WIESBADEN. „Die Türkei verfügt über absolute Spitzenweine.“ Eine Aussage, die viele überraschen dürfte, aber nicht von ungefähr kommt. Jochen Neher vom Weingut Mohr aus Lorch weiß es nämlich ganz genau. Seit vergangenem Freitag bewirtschaftet der Winzer den Stand der Partnerstadt Istanbul-Fatih. Mit türkischem Wein hat er jedoch schon länger Erfahrung: Durch Forschungsreisen und intensiven Austausch mit türkischen Kollegen weiß der Rheingauer um die Qualität der Tropfen vom Bosporus. „Die Türkei besitzt eine Vielzahl von verschiedenen Rebsorten“, erklärt Jochen Neher. „Neben weißen Rebsorten wie Semilion oder Clairette Blanche gibt es auch rote wie Merlot oder Syrah. Dies ist natürlich abhängig von der jeweiligen Region in der Türkei, die sich stark voneinander unterscheiden.“
Bildergalerie
Weingut Suvla sorgt für Aufsehen
Weinbau hat in der Türkei eine lange Tradition. Bereits in der Antike wurde Wein angebaut. Heute wird der Weinbau insbesondere von Großkellereien weiter vorangetrieben. Doch auch kleinere Weingüter wie Suvla nehmen an Bedeutung zu. Seit ein paar Jahren befindet sich Suvla rapide im Aufschwung und etabliert sich als Premiumweingut mit zahlreichen Auszeichnungen. „Wir arbeiten schon länger mit Suvla zusammen und sind von der Qualität absolut überzeugt. Da es nicht möglich war, Weine und Winzer direkt aus Fatih zu bekommen, haben wir uns für eine Top-Alternative entschieden“, sagt Neher. So sieht das auch Thilo Tilemann: Der Präsident des Partnerschaftsvereins Wiesbaden-Istanbul/Fatih hat sich deshalb auch bewusst auf das Weingut Mohr festgelegt. „Herr Neher verfügt über viele Erfahrungen mit türkischem Wein und der Kultur, sodass wir mit dieser Partnerschaft absolut zufrieden sind. Fatih ist ein sehr konservativer Teil Istanbuls, wo kein Wein angebaut wird, weshalb sich die Suche schwierig gestaltet hat.“ Weinbau wird innerhalb von Istanbul tatsächlich nicht betrieben. Mit zahlreichen Moscheen und jahrhundertealten historischen Bauten bildet Fatih heute den Kern der Altstadt von Istanbul. Seit 2012 besteht die Partnerschaft zur hessischen Landeshauptstadt. „Es geht vor allem darum, dass alle politischen Farben in dieser Verbindung vertreten werden. Jede demokratische Gesinnung hat ihren Platz.

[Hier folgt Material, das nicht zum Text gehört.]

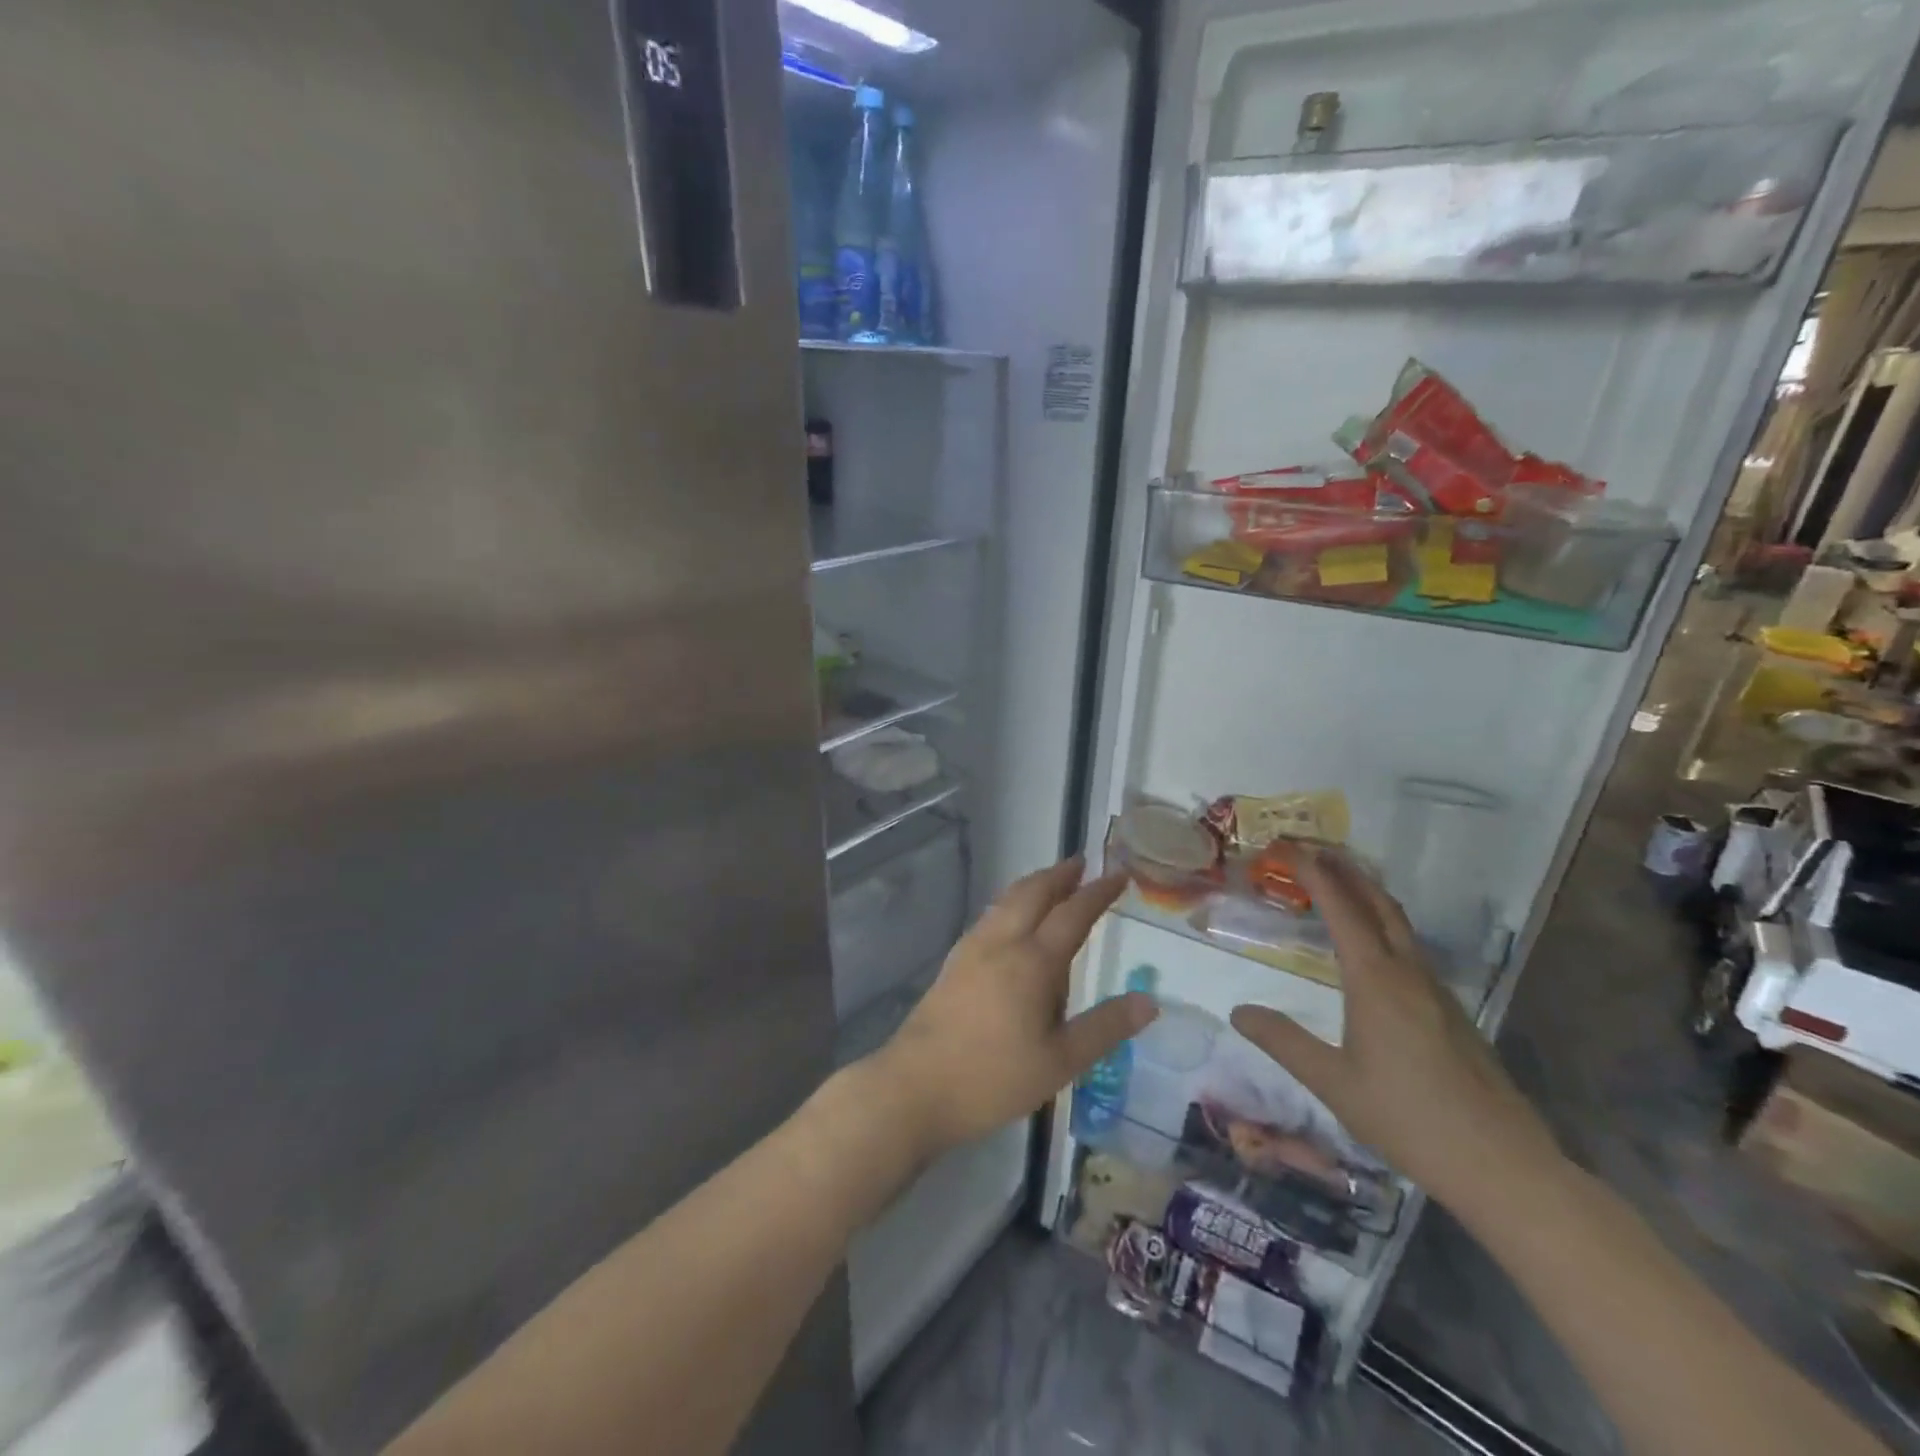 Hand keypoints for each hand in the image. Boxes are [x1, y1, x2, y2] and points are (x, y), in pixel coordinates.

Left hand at [871, 858, 1156, 1157]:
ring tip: (1052, 883)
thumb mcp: (1060, 1061)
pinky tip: (1012, 921)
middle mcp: (1002, 942)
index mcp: (1033, 961)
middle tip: (1083, 863)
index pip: (1073, 913)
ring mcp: (972, 948)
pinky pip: (991, 916)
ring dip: (1033, 885)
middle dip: (1060, 874)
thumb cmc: (993, 1078)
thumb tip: (1149, 1001)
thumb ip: (1105, 1028)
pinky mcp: (954, 962)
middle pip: (1033, 893)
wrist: (915, 1086)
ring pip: (1007, 900)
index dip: (1098, 892)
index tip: (1119, 874)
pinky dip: (1012, 903)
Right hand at [1229, 849, 1561, 1221]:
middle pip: (1379, 904)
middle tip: (1315, 850)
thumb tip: (1239, 1011)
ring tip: (1340, 885)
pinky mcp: (1452, 1013)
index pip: (1342, 910)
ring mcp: (1436, 992)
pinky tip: (1373, 949)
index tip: (1290, 848)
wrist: (1502, 1165)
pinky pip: (1411, 950)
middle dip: (1347, 871)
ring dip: (1369, 896)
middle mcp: (1408, 974)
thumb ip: (1283, 1041)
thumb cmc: (1408, 1118)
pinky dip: (1384, 927)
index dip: (1315, 874)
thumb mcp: (1332, 1082)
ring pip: (1400, 925)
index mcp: (1376, 981)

Dies gilt auch für die türkische Seite, wo wir Wert darauf legen, dass auch Oppositionelle integriert werden“, sagt Tilemann.

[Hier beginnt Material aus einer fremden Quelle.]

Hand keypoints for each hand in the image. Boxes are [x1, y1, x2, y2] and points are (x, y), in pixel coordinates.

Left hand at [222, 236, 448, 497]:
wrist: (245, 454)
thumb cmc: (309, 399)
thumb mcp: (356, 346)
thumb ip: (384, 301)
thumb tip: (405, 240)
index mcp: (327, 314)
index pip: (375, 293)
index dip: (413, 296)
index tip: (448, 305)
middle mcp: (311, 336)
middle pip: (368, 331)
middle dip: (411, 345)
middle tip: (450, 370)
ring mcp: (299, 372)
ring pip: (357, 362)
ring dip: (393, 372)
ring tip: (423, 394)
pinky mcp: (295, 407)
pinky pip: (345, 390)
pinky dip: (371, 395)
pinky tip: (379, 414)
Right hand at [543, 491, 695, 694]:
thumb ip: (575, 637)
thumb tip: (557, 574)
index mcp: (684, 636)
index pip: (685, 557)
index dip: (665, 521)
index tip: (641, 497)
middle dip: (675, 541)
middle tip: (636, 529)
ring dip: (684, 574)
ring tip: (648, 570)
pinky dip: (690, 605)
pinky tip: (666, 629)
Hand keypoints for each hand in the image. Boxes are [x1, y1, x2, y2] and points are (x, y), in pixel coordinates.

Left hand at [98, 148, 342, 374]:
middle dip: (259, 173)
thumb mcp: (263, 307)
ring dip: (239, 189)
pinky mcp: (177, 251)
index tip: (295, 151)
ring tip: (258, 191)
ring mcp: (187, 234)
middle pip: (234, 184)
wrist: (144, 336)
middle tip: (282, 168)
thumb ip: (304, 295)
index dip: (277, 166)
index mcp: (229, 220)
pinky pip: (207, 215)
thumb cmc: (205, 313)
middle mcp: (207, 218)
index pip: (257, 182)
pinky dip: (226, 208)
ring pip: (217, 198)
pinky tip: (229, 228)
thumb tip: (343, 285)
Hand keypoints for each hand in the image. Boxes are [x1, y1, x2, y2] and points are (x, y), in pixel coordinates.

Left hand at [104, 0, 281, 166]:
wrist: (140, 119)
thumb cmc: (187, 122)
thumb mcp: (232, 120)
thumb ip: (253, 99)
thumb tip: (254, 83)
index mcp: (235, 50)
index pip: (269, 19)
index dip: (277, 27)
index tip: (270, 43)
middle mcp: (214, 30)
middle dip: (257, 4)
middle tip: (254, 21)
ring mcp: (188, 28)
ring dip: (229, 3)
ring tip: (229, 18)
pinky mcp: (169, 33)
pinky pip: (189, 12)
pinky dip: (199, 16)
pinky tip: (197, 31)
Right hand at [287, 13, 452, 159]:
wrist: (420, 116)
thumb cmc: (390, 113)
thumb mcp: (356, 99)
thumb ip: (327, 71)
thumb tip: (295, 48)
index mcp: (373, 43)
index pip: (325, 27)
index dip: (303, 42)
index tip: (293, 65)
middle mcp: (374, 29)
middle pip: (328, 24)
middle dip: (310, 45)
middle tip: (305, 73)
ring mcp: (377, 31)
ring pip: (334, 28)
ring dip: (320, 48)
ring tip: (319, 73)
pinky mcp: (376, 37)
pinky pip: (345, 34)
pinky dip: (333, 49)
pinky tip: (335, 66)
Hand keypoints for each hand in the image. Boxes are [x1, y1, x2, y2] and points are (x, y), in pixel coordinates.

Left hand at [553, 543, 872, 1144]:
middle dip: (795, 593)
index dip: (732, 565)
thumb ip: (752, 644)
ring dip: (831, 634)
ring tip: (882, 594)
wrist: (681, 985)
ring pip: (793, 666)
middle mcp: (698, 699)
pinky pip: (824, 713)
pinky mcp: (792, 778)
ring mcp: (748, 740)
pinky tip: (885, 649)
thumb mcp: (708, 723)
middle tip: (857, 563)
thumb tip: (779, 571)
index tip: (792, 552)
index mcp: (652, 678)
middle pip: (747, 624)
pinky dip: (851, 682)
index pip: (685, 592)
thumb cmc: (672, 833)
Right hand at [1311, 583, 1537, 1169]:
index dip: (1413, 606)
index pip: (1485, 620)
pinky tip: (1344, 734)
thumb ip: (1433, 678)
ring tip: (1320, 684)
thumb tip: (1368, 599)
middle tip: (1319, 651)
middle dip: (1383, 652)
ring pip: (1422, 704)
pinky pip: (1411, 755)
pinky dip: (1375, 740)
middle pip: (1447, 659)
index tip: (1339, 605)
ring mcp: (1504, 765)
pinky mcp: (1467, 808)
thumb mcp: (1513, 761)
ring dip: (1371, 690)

Der politische Aspekt spielt auch beim Thema Wein eine große Rolle: In den vergangenen Jahren wurden die Steuern auf Wein drastisch erhöht. „Auch für Touristen sind normale Weinproben, so wie wir sie hier kennen, strikt verboten“, sagt Neher. Doch auch in der Türkei kann Wein verköstigt werden. „In Istanbuls Restaurants oder auch Wine Bars kann man ganz normal Wein trinken.“ In Istanbul weht zumindest im Büro des Oberbürgermeisters zukünftig ein etwas anderer Wind: Erst kürzlich konnte sich der Oppositionspolitiker Ekrem Imamoglu (CHP) gegen den ehemaligen Ministerpräsidenten Binali Yildirim bei der Wahl durchsetzen. Auch in dem eigentlich sehr konservativen Fatih konnte Imamoglu die Mehrheit erringen. Eine neue Chance für den Weinbau? „Natürlich könnte sich jetzt beim Thema Wein wieder mehr tun. Früher gab es auch Weinmessen in Istanbul. Doch wie sich jetzt die Stellung des Weins kurzfristig verändert, lässt sich noch nicht sagen“, so Neher.

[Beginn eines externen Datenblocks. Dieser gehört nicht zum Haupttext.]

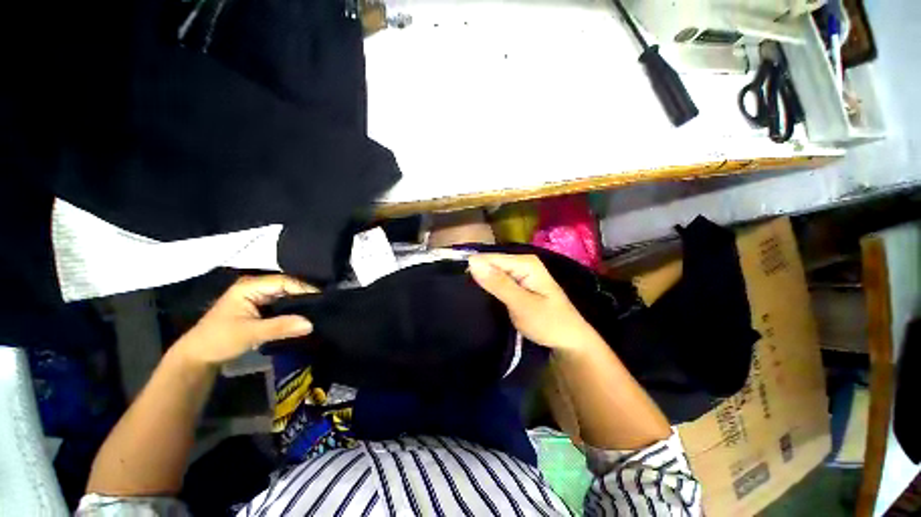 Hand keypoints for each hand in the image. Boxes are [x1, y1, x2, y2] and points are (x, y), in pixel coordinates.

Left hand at [173, 275, 316, 366]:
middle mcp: (256, 286)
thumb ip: (280, 327)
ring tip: (322, 307)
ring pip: (287, 294)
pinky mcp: (261, 306)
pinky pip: (284, 303)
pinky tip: (307, 312)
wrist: (199, 356)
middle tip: (327, 302)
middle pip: (288, 285)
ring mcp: (259, 296)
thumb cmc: (219, 340)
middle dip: (306, 293)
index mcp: (250, 286)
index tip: (325, 298)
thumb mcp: (250, 333)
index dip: (305, 288)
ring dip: (302, 301)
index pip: (285, 281)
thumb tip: (311, 323)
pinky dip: (295, 307)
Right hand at [468, 254, 598, 350]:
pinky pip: (497, 281)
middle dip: (477, 275)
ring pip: (493, 272)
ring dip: (481, 282)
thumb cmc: (549, 323)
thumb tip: (472, 262)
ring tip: (465, 295)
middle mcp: (522, 262)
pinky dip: (488, 288)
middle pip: (491, 263)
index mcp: (525, 262)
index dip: (473, 268)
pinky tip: (479, 296)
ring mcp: (520, 273)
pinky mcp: (518, 284)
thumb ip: (498, 283)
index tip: (456, 283)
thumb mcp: (522, 304)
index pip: (489, 257)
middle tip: (461, 293)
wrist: (569, 341) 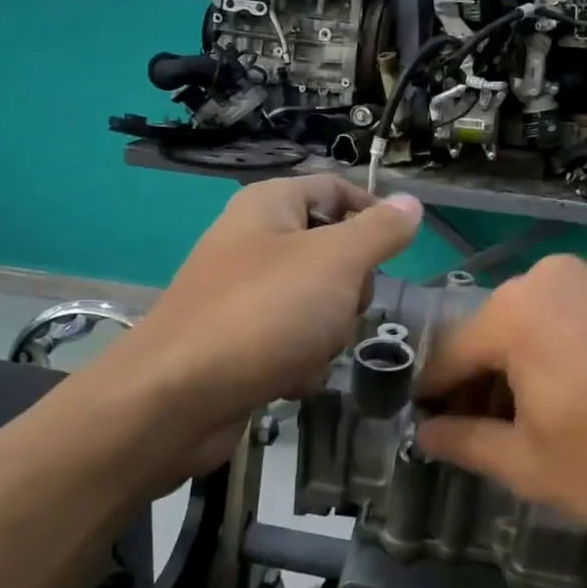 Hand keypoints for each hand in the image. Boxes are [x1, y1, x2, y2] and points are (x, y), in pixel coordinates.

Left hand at [86, 176, 422, 452]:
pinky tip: (288, 379)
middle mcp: (254, 242)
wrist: (175, 399)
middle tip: (343, 307)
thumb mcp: (336, 261)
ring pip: (318, 302)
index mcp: (270, 205)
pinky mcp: (239, 342)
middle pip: (332, 251)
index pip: (336, 188)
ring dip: (327, 332)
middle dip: (350, 287)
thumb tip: (411, 204)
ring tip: (309, 350)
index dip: (373, 213)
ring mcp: (244, 295)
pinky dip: (300, 360)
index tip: (400, 251)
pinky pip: (293, 341)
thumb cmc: (264, 313)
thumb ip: (379, 231)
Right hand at [414, 255, 586, 537]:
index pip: (447, 358)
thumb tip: (426, 435)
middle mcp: (542, 281)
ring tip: (521, 436)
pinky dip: (546, 364)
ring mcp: (585, 284)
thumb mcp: (534, 466)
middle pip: (485, 341)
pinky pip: (558, 327)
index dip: (431, 401)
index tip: (424, 436)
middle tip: (476, 446)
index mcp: (511, 312)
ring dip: (512, 381)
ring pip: (522, 334)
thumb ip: (468, 445)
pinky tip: (562, 408)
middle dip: (476, 392)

Für die zehntägige Weinwoche wünscht sich Tilemann hingegen einen regen kulturellen Austausch, der besonders von Schulklassen in der jüngsten Vergangenheit gelebt wurde. So habe zwar der Kontakt zwischen den offiziellen Vertretern der Gemeinden abgenommen, der Kontakt der Partnerschulen spiele aber weiterhin eine große Rolle. „Auch wenn von den städtischen Seiten aktuell wenig Engagement vorgelebt wird, bin ich froh, dass wir weiterhin einen engen Kontakt zur türkischen Seite pflegen.“
Dass türkische und deutsche Kultur sich gut ergänzen, zeigt sich an Nehers Weingut Mohr. Zusammen mit seiner Frau Saynur Sonkaya-Neher, die für die Kulinarik in der hauseigenen Straußwirtschaft zuständig ist, beweist er, dass nicht nur beim Wein und Essen beide Länder miteinander harmonieren können.